■ Description of the task:
Gather all lines from the material that contain the word "Sixth".

■ Extracted records:
+===+
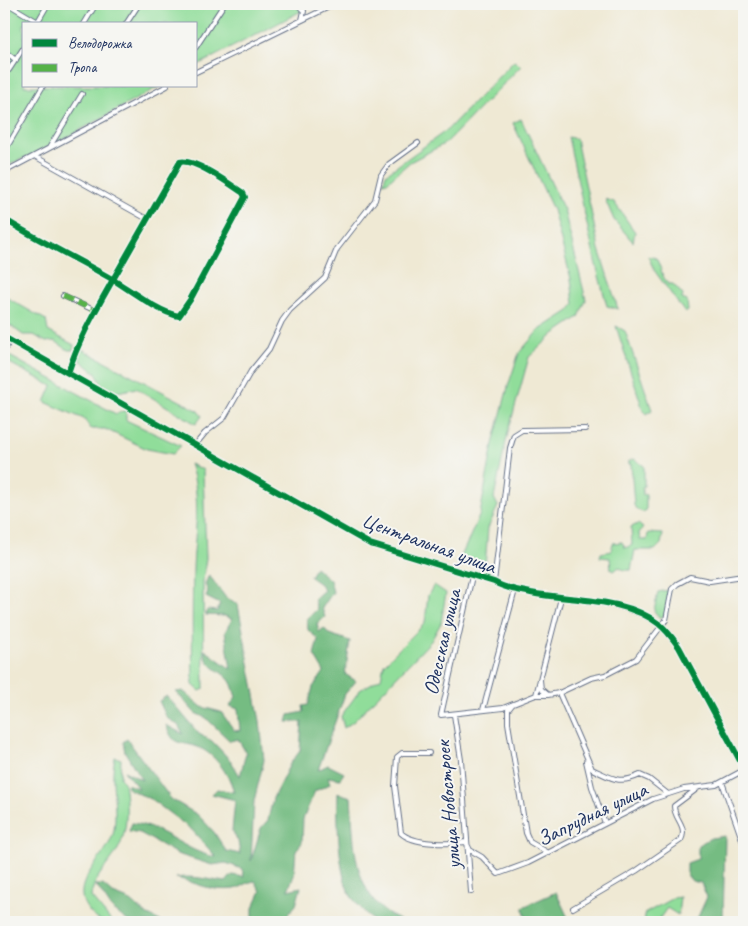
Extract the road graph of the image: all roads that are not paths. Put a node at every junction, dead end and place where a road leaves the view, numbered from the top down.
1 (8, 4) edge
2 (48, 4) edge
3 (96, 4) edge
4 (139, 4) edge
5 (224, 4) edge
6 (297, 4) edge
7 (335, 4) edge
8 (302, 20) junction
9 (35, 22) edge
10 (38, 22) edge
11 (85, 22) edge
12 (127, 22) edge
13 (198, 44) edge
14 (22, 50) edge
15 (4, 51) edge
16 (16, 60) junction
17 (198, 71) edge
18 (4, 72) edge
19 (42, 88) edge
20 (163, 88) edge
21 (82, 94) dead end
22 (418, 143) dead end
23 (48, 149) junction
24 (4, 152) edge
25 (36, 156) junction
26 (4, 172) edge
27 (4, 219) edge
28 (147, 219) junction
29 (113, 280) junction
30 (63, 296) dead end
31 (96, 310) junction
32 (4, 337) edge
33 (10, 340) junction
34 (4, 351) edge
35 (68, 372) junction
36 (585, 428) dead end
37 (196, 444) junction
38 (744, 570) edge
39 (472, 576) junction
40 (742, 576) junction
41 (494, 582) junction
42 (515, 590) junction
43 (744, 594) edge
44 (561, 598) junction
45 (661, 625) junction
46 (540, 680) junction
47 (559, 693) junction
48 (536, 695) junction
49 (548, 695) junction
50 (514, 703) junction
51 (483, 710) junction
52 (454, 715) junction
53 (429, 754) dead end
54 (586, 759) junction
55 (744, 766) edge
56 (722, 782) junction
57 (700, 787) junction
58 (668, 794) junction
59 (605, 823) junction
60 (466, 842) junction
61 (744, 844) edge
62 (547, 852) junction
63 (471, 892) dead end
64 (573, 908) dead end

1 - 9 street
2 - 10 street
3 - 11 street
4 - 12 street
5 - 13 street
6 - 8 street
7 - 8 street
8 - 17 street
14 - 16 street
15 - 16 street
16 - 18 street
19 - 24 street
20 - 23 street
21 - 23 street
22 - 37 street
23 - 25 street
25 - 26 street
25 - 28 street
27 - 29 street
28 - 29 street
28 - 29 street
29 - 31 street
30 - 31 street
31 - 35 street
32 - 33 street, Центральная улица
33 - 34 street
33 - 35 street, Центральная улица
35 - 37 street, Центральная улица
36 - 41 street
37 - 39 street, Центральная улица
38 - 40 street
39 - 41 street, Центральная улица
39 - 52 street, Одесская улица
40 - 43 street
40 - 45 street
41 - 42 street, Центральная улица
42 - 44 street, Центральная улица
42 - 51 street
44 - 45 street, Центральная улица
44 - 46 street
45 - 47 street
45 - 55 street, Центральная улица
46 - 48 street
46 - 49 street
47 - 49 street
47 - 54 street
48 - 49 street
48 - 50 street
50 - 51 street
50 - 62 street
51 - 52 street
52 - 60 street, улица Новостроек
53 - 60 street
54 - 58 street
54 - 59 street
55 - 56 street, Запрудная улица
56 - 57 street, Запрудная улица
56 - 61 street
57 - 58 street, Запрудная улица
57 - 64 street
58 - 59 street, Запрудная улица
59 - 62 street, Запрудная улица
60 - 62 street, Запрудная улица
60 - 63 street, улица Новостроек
+===+
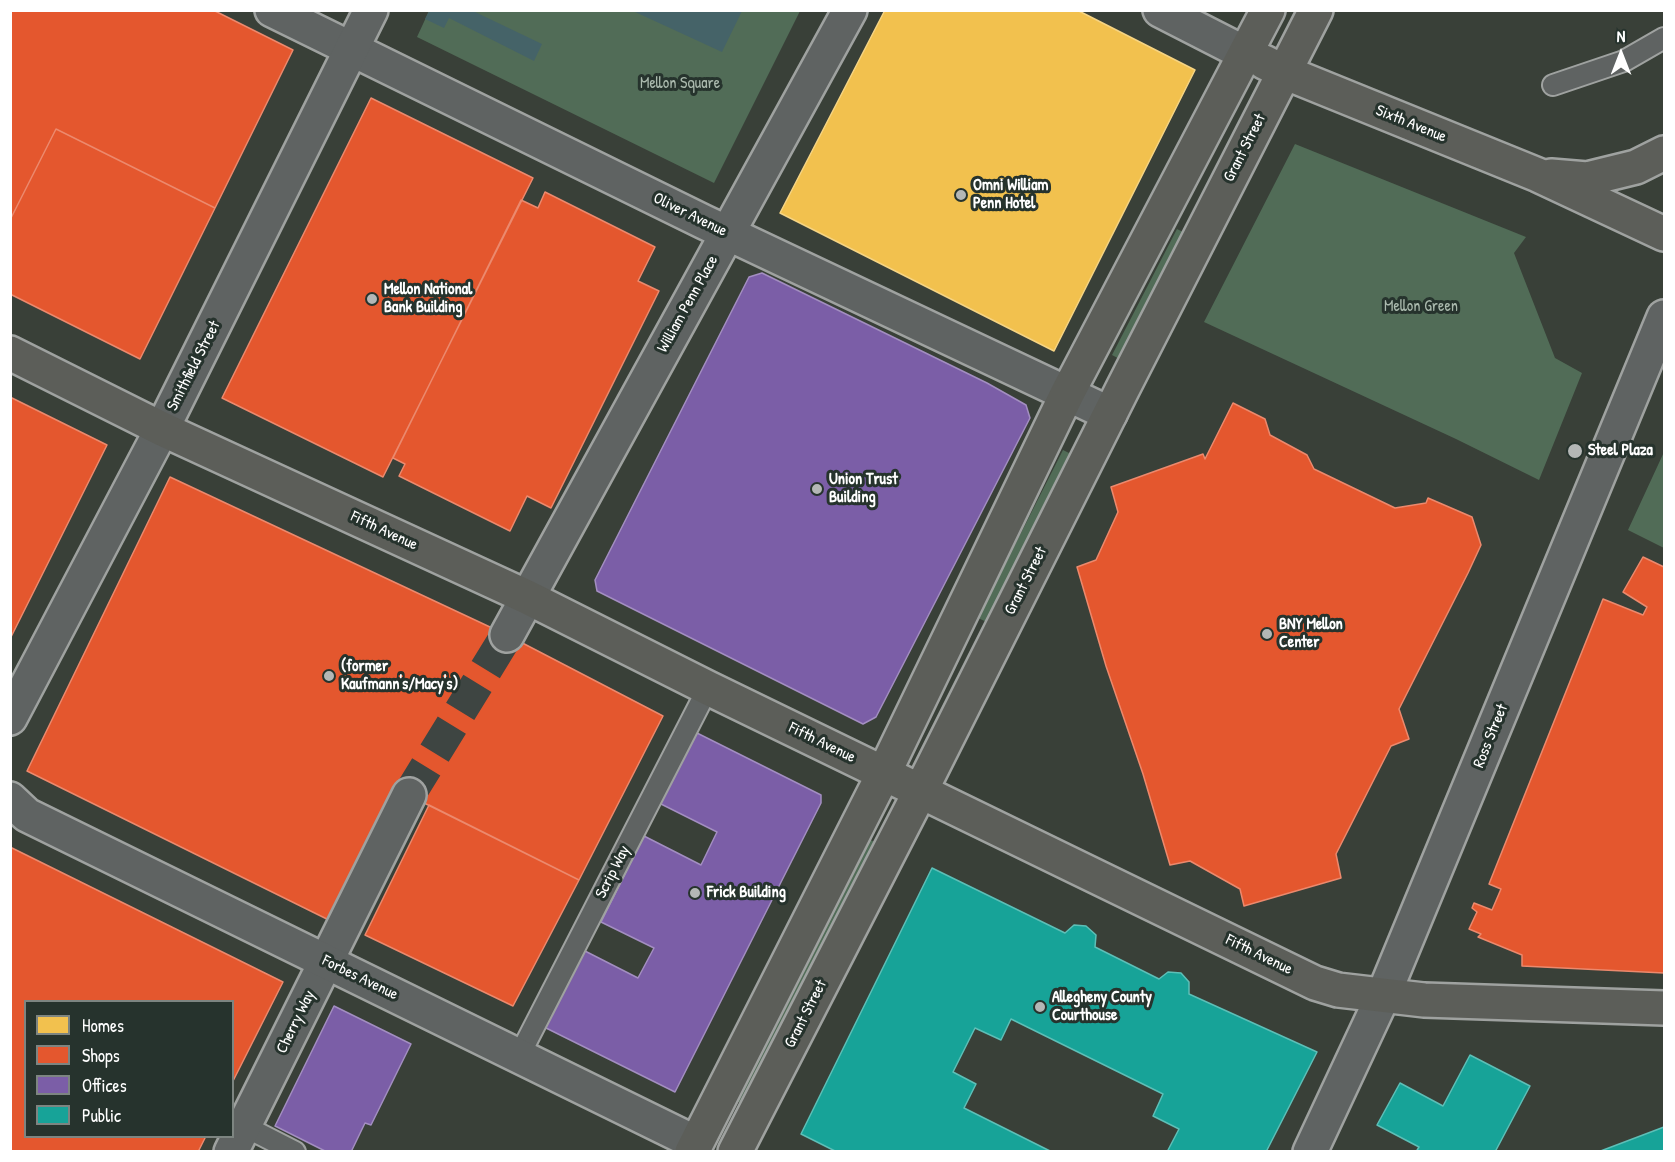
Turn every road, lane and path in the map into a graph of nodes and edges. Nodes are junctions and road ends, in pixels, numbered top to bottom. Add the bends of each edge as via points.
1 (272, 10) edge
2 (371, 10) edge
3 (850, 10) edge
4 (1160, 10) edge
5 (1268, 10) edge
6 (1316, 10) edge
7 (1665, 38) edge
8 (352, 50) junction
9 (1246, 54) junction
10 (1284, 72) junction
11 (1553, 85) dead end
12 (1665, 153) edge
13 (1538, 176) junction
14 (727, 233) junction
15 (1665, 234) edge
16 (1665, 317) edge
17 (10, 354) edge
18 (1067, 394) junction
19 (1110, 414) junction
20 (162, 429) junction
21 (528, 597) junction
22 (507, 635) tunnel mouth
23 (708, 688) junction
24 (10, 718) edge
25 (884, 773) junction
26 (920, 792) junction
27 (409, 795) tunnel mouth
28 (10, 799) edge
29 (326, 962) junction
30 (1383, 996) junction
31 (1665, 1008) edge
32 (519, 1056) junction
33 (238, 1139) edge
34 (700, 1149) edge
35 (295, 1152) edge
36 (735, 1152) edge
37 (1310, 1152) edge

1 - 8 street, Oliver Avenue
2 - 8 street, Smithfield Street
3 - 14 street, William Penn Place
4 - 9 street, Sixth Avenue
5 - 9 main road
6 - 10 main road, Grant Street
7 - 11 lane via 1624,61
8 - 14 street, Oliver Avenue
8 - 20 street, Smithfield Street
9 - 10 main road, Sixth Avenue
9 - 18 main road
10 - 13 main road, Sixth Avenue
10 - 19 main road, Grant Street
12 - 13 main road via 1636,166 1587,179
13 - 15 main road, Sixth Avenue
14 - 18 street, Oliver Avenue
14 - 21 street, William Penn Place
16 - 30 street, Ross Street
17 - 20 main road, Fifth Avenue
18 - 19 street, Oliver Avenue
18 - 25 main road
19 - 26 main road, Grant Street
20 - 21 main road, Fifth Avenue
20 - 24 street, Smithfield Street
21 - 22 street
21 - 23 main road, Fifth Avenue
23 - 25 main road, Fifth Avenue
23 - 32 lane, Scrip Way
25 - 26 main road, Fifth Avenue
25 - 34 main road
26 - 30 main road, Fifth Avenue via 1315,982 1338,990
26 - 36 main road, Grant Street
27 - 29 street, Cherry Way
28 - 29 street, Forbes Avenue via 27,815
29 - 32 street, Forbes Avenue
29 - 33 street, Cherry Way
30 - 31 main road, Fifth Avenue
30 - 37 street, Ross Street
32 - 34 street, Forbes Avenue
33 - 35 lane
+===+
■ Answer space:
4 - 9 street, Sixth Avenue
9 - 10 main road, Sixth Avenue
10 - 13 main road, Sixth Avenue
13 - 15 main road, Sixth Avenue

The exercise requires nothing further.